***** The data
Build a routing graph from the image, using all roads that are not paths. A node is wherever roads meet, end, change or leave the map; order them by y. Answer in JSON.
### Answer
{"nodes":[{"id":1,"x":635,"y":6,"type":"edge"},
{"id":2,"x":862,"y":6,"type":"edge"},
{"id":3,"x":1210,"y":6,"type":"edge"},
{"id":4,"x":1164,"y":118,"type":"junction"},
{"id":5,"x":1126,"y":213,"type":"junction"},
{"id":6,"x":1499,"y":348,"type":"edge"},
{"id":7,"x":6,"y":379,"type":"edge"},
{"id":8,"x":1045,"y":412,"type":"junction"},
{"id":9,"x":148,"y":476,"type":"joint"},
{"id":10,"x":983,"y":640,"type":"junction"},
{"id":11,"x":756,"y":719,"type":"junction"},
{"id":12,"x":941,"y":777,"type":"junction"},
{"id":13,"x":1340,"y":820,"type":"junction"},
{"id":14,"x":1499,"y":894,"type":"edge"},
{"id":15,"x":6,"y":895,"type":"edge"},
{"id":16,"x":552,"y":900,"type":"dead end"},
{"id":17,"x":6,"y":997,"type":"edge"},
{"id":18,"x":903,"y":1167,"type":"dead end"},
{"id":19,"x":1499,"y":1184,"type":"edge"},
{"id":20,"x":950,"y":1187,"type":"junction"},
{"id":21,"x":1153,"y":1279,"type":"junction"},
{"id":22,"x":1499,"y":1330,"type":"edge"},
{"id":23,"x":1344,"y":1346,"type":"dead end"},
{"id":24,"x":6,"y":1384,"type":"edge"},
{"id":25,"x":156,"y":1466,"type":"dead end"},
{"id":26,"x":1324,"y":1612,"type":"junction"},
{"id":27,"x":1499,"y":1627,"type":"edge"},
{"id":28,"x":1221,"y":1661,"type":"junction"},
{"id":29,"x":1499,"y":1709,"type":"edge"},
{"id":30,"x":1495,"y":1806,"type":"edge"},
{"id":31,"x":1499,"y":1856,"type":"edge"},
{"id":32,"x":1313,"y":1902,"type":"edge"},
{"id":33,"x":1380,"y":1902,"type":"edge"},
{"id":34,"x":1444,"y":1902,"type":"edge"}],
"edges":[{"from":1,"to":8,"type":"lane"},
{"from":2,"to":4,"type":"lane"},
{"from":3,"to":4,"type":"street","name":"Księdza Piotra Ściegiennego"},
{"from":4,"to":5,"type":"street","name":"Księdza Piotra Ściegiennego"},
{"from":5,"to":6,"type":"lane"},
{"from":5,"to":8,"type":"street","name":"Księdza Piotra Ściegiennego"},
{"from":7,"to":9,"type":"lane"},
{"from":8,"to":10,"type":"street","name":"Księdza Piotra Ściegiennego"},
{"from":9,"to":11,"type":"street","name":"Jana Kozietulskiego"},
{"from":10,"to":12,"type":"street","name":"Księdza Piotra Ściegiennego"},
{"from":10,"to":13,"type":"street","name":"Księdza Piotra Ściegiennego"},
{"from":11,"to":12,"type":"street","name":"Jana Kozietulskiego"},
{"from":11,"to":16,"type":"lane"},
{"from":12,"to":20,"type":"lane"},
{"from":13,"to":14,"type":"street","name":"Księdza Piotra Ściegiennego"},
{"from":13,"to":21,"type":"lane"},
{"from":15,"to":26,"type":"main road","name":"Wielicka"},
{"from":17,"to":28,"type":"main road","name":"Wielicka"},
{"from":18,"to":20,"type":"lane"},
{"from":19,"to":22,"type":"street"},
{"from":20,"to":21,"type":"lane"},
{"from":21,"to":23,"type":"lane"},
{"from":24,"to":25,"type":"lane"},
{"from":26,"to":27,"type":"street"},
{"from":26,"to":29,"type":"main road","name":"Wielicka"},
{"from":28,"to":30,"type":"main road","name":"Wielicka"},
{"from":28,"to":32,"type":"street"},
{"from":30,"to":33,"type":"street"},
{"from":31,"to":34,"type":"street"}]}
**********
**Task to complete**
Repeat the entire listing exactly.

**Expected answer**
Build a routing graph from the image, using all roads that are not paths. A node is wherever roads meet, end, change or leave the map; order them by y. Answer in JSON.
### Answer
{"nodes":[{"id":1,"x":635,"y":6,"type":"edge"},
{"id":2,"x":862,"y":6,"type":"edge"},
{"id":3,"x":1210,"y":6,"type":"edge"},
{"id":4,"x":1164,"y":118,"type":"junction"},
{"id":5,"x":1126,"y":213,"type":"junction"},
{"id":6,"x":1499,"y":348,"type":"edge"},
{"id":7,"x":6,"y":379,"type":"edge"},
{"id":8,"x":1045,"y":412,"type":"junction"},
{"id":9,"x":148,"y":476,"type":"joint"},
{"id":10,"x":983,"y":640,"type":"junction"},
{"id":11,"x":756,"y":719,"type":"junction"},
{"id":12,"x":941,"y":777,"type":"junction"},
{"id":13,"x":1340,"y":820,"type":"junction"},
{"id":14,"x":1499,"y":894,"type":"edge"},
{"id":15,"x":6,"y":895,"type":"edge"},
{"id":16,"x":552,"y":900,"type":"dead end"},
{"id":17,"x":6,"y":997,"type":"edge"},
{"id":18,"x":903,"y":1167,"type":"dead end"},
{"id":19,"x":1499,"y":1184,"type":"edge"},
{"id":20,"x":950,"y":1187,"type":"junction"},
{"id":21,"x":1153,"y":1279,"type":"junction"},
{"id":22,"x":1499,"y":1330,"type":"edge"},
{"id":23,"x":1344,"y":1346,"type":"dead end"},
{"id":24,"x":6,"y":1384,"type":"edge"},
{"id":25,"x":156,"y":1466,"type":"dead end"},
{"id":26,"x":1324,"y":1612,"type":"junction"},
{"id":27,"x":1499,"y":1627,"type":"edge"},
{"id":28,"x":1221,"y":1661,"type":"junction"},
{"id":29,"x":1499,"y":1709,"type":"edge"},
{"id":30,"x":1495,"y":1806,"type":"edge"},
{"id":31,"x":1499,"y":1856,"type":"edge"},
{"id":32,"x":1313,"y":1902,"type":"edge"},
{"id":33,"x":1380,"y":1902,"type":"edge"},
{"id":34,"x":1444,"y":1902,"type":"edge"}],
"edges":[{"from":1,"to":8,"type":"lane"},
{"from":2,"to":4,"type":"lane"},
{"from":3,"to":4,"type":"street","name":"Księdza Piotra Ściegiennego"},
{"from":4,"to":5,"type":"street","name":"Księdza Piotra Ściegiennego"},
{"from":5,"to":6,"type":"lane"},
{"from":5,"to":8,"type":"street","name":"Księdza Piotra Ściegiennego"},
{"from":7,"to":9,"type":"lane"},
{"from":8,"to":10,"type":"street","name":"Księdza Piotra Ściegiennego"},
{"from":9,"to":11,"type":"street","name":"Jana Kozietulskiego"},
{"from":10,"to":12,"type":"street","name":"Księdza Piotra Ściegiennego"},
{"from":10,"to":13,"type":"street","name":"Księdza Piotra Ściegiennego"},
{"from":11,"to":12,"type":"street","name":"Jana Kozietulskiego"},
{"from":11,"to":16,"type":"lane"},
{"from":12,"to":20,"type":"lane"},
{"from":13,"to":14,"type":"street","name":"Księdza Piotra Ściegiennego"},
{"from":13,"to":21,"type":"lane"},
{"from":15,"to":26,"type":"main road","name":"Wielicka"},
{"from":17,"to":28,"type":"main road","name":"Wielicka"},
{"from":18,"to":20,"type":"lane"},
{"from":19,"to":22,"type":"street"},
{"from":20,"to":21,"type":"lane"},
{"from":21,"to":23,"type":"lane"},
{"from":24,"to":25,"type":"lane"},
{"from":26,"to":27,"type":"street"},
{"from":26,"to":29,"type":"main road","name":"Wielicka"},
{"from":28,"to":30,"type":"main road","name":"Wielicka"},
{"from":28,"to":32,"type":"street"},
{"from":30,"to":33,"type":"street"},
{"from":31,"to":34,"type":"street"}]}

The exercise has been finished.